[Collected data]
Start of Block

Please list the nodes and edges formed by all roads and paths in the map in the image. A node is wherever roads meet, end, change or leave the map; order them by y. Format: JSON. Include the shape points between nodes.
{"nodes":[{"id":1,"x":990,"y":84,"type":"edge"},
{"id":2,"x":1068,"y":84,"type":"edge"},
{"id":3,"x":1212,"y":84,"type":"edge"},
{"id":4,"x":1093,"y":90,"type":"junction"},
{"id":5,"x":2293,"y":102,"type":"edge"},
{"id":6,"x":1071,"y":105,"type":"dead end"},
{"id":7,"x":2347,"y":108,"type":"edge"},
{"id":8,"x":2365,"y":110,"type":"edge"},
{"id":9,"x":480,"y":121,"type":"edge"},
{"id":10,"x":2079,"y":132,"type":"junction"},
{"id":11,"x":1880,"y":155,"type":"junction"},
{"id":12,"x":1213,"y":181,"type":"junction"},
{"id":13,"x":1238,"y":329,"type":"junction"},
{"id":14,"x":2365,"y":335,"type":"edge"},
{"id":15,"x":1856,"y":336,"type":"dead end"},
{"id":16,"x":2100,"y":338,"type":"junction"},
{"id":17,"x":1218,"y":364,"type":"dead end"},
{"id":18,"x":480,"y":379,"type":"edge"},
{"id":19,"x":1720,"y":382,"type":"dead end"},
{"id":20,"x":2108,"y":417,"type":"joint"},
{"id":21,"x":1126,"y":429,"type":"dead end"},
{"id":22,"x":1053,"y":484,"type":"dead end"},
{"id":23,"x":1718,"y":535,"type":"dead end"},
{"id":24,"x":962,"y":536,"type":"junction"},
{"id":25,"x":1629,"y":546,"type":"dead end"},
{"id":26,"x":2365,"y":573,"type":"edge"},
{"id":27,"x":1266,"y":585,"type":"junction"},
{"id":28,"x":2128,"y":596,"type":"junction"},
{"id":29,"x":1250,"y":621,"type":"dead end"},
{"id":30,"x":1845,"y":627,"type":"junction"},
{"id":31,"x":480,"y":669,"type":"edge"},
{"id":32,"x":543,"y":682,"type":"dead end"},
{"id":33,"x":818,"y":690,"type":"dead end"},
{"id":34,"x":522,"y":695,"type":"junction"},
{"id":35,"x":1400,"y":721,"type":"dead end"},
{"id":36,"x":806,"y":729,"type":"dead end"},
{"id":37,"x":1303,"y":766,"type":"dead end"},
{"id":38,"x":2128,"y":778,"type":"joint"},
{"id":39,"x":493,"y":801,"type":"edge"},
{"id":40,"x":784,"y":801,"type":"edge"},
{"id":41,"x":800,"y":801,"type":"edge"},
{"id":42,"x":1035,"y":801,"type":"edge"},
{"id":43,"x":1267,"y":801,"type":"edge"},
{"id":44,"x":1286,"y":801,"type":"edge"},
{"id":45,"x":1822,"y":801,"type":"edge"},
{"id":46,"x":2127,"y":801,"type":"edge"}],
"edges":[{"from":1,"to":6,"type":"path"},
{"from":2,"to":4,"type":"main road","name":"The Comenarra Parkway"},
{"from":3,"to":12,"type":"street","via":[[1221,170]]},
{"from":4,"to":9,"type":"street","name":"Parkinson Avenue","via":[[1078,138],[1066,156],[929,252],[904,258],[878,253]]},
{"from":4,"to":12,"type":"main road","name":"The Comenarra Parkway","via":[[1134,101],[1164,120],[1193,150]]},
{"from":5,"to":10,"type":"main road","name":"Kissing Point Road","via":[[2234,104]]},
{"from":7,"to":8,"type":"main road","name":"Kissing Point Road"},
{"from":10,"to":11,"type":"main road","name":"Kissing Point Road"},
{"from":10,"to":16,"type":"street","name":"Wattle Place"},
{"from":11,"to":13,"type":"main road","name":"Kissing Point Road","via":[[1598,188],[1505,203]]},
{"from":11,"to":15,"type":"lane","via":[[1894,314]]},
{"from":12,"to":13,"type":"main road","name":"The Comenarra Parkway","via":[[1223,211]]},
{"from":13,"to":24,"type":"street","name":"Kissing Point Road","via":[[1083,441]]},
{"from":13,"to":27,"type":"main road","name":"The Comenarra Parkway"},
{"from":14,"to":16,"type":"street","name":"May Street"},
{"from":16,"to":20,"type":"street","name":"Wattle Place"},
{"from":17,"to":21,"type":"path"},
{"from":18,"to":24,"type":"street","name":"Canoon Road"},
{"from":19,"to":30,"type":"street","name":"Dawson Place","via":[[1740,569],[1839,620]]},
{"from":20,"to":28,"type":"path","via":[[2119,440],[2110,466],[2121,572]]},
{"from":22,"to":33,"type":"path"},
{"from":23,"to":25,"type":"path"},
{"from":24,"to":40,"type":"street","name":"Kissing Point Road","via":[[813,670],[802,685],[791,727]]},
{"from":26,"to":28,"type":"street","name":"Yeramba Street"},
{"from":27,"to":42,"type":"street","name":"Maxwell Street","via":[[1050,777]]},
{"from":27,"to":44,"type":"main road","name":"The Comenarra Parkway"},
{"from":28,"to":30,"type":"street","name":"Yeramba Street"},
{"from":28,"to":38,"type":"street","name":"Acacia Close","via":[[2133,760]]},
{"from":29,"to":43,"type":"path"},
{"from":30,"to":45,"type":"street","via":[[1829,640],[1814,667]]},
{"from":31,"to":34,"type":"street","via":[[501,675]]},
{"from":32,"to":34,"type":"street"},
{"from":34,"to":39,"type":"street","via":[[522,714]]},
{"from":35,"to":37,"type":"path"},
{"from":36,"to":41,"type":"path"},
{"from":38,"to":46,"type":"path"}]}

End of Block

**Directions for this task:** The entries above are to be retyped exactly, with nothing left out.

**Result below:**
Please list the nodes and edges formed by all roads and paths in the map in the image. A node is wherever roads meet, end, change or leave the map; order them by y. Format: JSON. Include the shape points between nodes.
{"nodes":[{"id":1,"x":990,"y":84,"type":"edge"},
{"id":2,"x":1068,"y":84,"type":"edge"},
{"id":3,"x":1212,"y":84,"type":"edge"},
{"id":4,"x":1093,"y":90,"type":"junction"},
{"id":5,"x":2293,"y":102,"type":"edge"},
{"id":6,"x":1071,"y":105,"type":"dead end"},
{"id":7,"x":2347,"y":108,"type":"edge"},
{"id":8,"x":2365,"y":110,"type":"edge"},
{"id":9,"x":480,"y":121,"type":"edge"},
{"id":10,"x":2079,"y":132,"type":"junction"},
{"id":11,"x":1880,"y":155,"type":"junction"},
{"id":12,"x":1213,"y":181,"type":"junction"},
{"id":13,"x":1238,"y":329,"type":"junction"},
{"id":14,"x":2365,"y":335,"type":"edge"},
{"id":15,"x":1856,"y":336,"type":"dead end"},
{"id":16,"x":2100,"y":338,"type":"junction"},
{"id":17,"x":1218,"y":364,"type":"dead end"},
{"id":18,"x":480,"y":379,"type":"edge"},
{"id":19,"x":1720,"y":382,"type":"dead end"},
{"id":20,"x":2108,"y":417,"type":"joint"},
{"id":21,"x":1126,"y":429,"type":"dead end"},
{"id":22,"x":1053,"y":484,"type":"dead end"},
{"id":23,"x":1718,"y":535,"type":"dead end"},
{"id":24,"x":962,"y":536,"type":"junction"},
{"id":25,"x":1629,"y":546,"type":"dead end"},
{"id":26,"x":2365,"y":573,"type":"edge"},
{"id":27,"x":1266,"y":585,"type":"junction"},
{"id":28,"x":2128,"y":596,"type":"junction"},
{"id":29,"x":1250,"y":621,"type":"dead end"},
{"id":30,"x":1845,"y":627,"type":"junction"},
{"id":31,"x":480,"y":669,"type":"edge"},
{"id":32,"x":543,"y":682,"type":"dead end"},
{"id":33,"x":818,"y":690,"type":"dead end"},
{"id":34,"x":522,"y":695,"type":"junction"},
{"id":35,"x":1400,"y":721,"type":"dead end"},
{"id":36,"x":806,"y":729,"type":"dead end"},
{"id":37,"x":1303,"y":766,"type":"dead end"},
{"id":38,"x":2128,"y":778,"type":"joint"},
{"id":39,"x":493,"y":801,"type":"edge"},
{"id":40,"x":784,"y":801,"type":"edge"},
{"id":41,"x":800,"y":801,"type":"edge"},
{"id":42,"x":1035,"y":801,"type":"edge"},
{"id":43,"x":1267,"y":801,"type":"edge"},
{"id":44,"x":1286,"y":801,"type":"edge"},
{"id":45,"x":1822,"y":801,"type":"edge"},
{"id":46,"x":2127,"y":801,"type":"edge"}],
"edges":[{"from":1,"to":6,"type":"path"},
{"from":2,"to":4,"type":"main road","name":"The Comenarra Parkway"},
{"from":3,"to":12,"type":"street","via":[[1221,170]]},
{"from":4,"to":9,"type":"street","name":"Parkinson Avenue","via":[[1078,138],[1066,156],[929,252],[904,258],[878,253]]},
{"from":4,"to":12,"type":"main road","name":"The Comenarra Parkway","via":[[1134,101],[1164,120],[1193,150]]},
{"from":5,"to":10,"type":"main road","name":"Kissing Point Road","via":[[2234,104]]},
{"from":7,"to":8,"type":"main road","name":"Kissing Point Road"},
{"from":10,"to":11,"type":"main road","name":"Kissing Point Road"},
{"from":10,"to":16,"type":"street","name":"Wattle Place"},
{"from":11,"to":13,"type":"main road","name":"Kissing Point Road","via":[[1598,188],[1505,203]]},
{"from":11,"to":15,"type":"lane","via":[[1894,314]]},
{"from":12,"to":13,"type":"main road","name":"The Comenarra Parkway","via":[[1223,211]]},
{"from":13,"to":24,"type":"street","name":"Kissing Point Road","via":[[1083,441]]},
{"from":13,"to":27,"type":"main road","name":"The Comenarra Parkway"},
{"from":14,"to":16,"type":"street","name":"May Street"},
{"from":16,"to":20,"type":"street","name":"Wattle Place"},
{"from":17,"to":21,"type":"path"},
{"from":18,"to":24,"type":"street","name":"Canoon Road"},
{"from":19,"to":30,"type":"street","name":"Dawson Place","via":[[1740,569],[1839,620]]},
{"from":20,"to":28,"type":"path","via":[[2119,440],[2110,466],[2121,572]]},
{"from":22,"to":33,"type":"path"},
{"from":23,"to":25,"type":"path"},
{"from":24,"to":40,"type":"street","name":"Kissing Point Road","via":[[813,670],[802,685],[791,727]]},
{"from":26,"to":28,"type":"street","name":"Yeramba Street"},
{"from":27,"to":42,"type":"street","name":"Maxwell Street","via":[[1050,777]]},
{"from":27,"to":44,"type":"main road","name":"The Comenarra Parkway"},
{"from":28,"to":30,"type":"street","name":"Yeramba Street"},
{"from":28,"to":38,"type":"street","name":"Acacia Close","via":[[2133,760]]},
{"from":29,"to":43,"type":"path"},
{"from":30,"to":45,"type":"street","via":[[1829,640],[1814,667]]},
{"from":31,"to":34,"type":"street","via":[[501,675]]},
{"from":32,"to":34,"type":"street"},
{"from":34,"to":39,"type":"street","via":[[522,714]]},
{"from":35,"to":37,"type":"path"},
{"from":36,"to":41,"type":"path"},
{"from":38,"to":46,"type":"path"}]}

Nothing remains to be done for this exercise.